Monday, February 7, 2011

Back to Tradition

Early in the morning today, my doctor told me that I have SAD, which stands for Seasonal Affective Disorder. This was an unexpected discovery for me, but I'm quite pleased with her theory, since I can't keep blaming PMS all the time. To celebrate this newly-chanced Western-world malady, I decided to brew myself a desi-cup of  kapi.
Courtesy Uma's Kitchen
My coffee teapot
Out came the coffee beans from Philips Coffee & Co, my preferred choice in Bombay. Instead of my modern coffee machine which jets out 4 shots of espresso at the click of a button, I fetched my drip coffee filter. While regular assemblies look like a tube, my mom found me this cute unit which looks like a tiny teapot, with a convenient spout, suited for my earlier custom of one cup on Saturday afternoons. The Sainsbury's coffee filter paper cones my brother had bought for me during a visit to UK also made it to the front line.

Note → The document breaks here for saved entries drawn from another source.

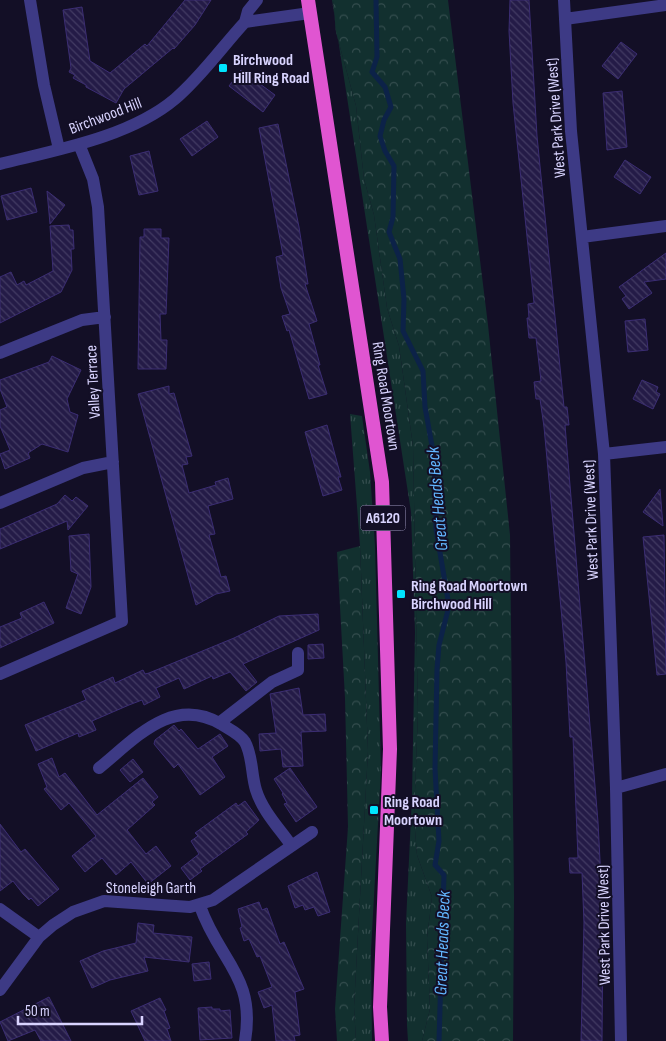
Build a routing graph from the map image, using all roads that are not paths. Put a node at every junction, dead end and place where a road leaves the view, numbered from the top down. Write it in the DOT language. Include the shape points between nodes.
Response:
graph roads {
  1 [pos="30,0"];
  2 [pos="257,0"];
  3 [pos="564,0"];
  4 [pos="666,5"];
  5 [pos="309,7"];
  6 [pos="564,18"];
  7 [pos="245,22"];
  8 [pos="79,144"];
  9 [pos="60,148"];
  10 [pos="0,164"];
  11 [pos="666,226"];
  12 [pos="582,237"];
  13 [pos="105,317"];
  14 [pos="0,353"];
  15 [pos="666,447"];
  16 [pos="604,454"];
  17 [pos="113,462"];
  18 [pos="0,503"];
  19 [pos="298,653"];
  20 [pos="0,674"];
  21 [pos="219,723"];
  22 [pos="99,768"];
  23 [pos="666,774"];
  24 [pos="616,788"];
  25 [pos="312,832"];
  26 [pos="291,845"];
  27 [pos="200,906"];
  28 [pos="0,910"];
  29 [pos="39,937"];
  30 [pos="0,990"];
  31 [pos="245,1041"];
  32 [pos="382,1041"];
  33 [pos="621,1041"];
  1 -- 9 [label="street" via="44,85"];
  2 -- 7 [label="street, Birchwood Hill" via="248,11"];
  3 -- 6 [label="street, West Park Drive (West)"];
  4 -- 6 [label="street"];
  5 -- 7 [label="street"];
  5 -- 32 [label="highway, Ring Road Moortown / A6120" via="382,482 390,749 380,1006"];
  6 -- 12 [label="street, West Park Drive (West)"];
  7 -- 8 [label="street, Birchwood Hill" via="175,100 123,128"];
  8 -- 9 [label="street, Birchwood Hill"];
  8 -- 13 [label="street, Valley Terrace" via="94,179"];
  9 -- 10 [label="street, Birchwood Hill"];
  11 -- 12 [label="street"];
  12 -- 16 [label="street, West Park Drive (West)"];
  13 -- 14 [label="street" via="75,322"];
  13 -- 17 [label="street, Valley Terrace"];
  15 -- 16 [label="street"];
  16 -- 24 [label="street, West Park Drive (West)"];
  17 -- 18 [label="street" via="83,468"];
  17 -- 20 [label="street, Valley Terrace" via="122,621"];
  19 -- 21 [label="street" via="298,670 272,682"];
  21 -- 22 [label="street" via="197,715 181,714 166,718"];
  21 -- 26 [label="street" via="244,741 256,790"];
  23 -- 24 [label="street"];
  24 -- 33 [label="street, West Park Drive (West)"];
  25 -- 26 [label="street, Stoneleigh Garth"];
  26 -- 27 [label="street, Stoneleigh Garth"];
  27 -- 29 [label="street, Stoneleigh Garth" via="104,902 73,912"];
  27 -- 31 [label="street" via="208,929 239,977 246,994"];
  28 -- 29 [label="street"];
  29 -- 30 [label="street, Stoneleigh Garth"];
}
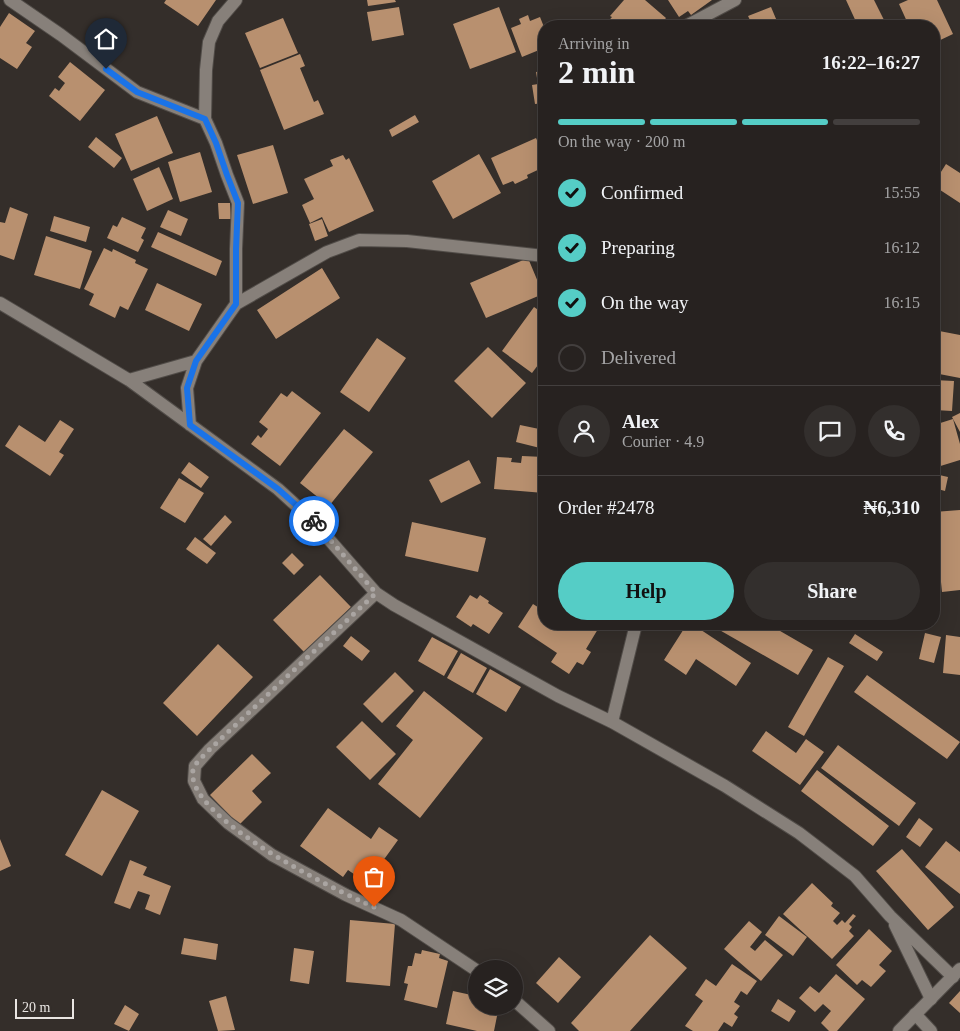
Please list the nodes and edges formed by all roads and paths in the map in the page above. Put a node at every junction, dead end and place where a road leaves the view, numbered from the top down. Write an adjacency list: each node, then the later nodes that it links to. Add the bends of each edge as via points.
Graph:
1 (10, 0): 5 (street, via 137,92)
2 (236, 0): 5 (street, via 218,21 209,42)
3 (735, 0): 4 (street)
4 (697, 20)
5 (205, 119): 8 (street, via 238,203)
6 (538, 255): 8 (street, via 407,241 359,240 327,252)
7 (0, 303): 10 (street)
8 (236, 304): 9 (street)
9 (196, 361): 10 (street); 11 (street, via 187,388)
10 (129, 380): 11 (street)
11 (190, 425): 12 (street, via 278,489 312,520)
12 (376, 593): 14 (street, via 558,696); 16 (street, via 210,749 195,766 194,781 203,799 228,823 272,855 401,920)
13 (635, 630): 14 (street)
14 (612, 722): 15 (street, via 725,786 799,833 855,876)
15 (890, 916): 17 (street); 18 (street)
16 (468, 965)
17 (956, 973): 18 (street)
18 (931, 999): 20 (street)
19 (523, 1008): 21 (street)
20 (915, 1014): 22 (street); 23 (street)
21 (549, 1031)
22 (899, 1031)
23 (931, 1031)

While most directions on making this South Indian style coffee state that after the water reaches boiling point, you let it cool for 30 seconds, and then pour it into the drip coffee filter canister, and let it stand for 3-5 minutes to get a stiff shot of steaming coffee which requires merely 2 tablespoons of milk, and a heap of sugar.
Except I prefer to place my coffee, or should I call it a teapot?! on a hot plate even as the brew slowly drips into the container below. This ensures that I see swirls of steam coming from my cup even if I forget about it for more than 5 minutes. I also substituted whole milk with flavored Vanilla creamer, and smack! It was de.li.cous.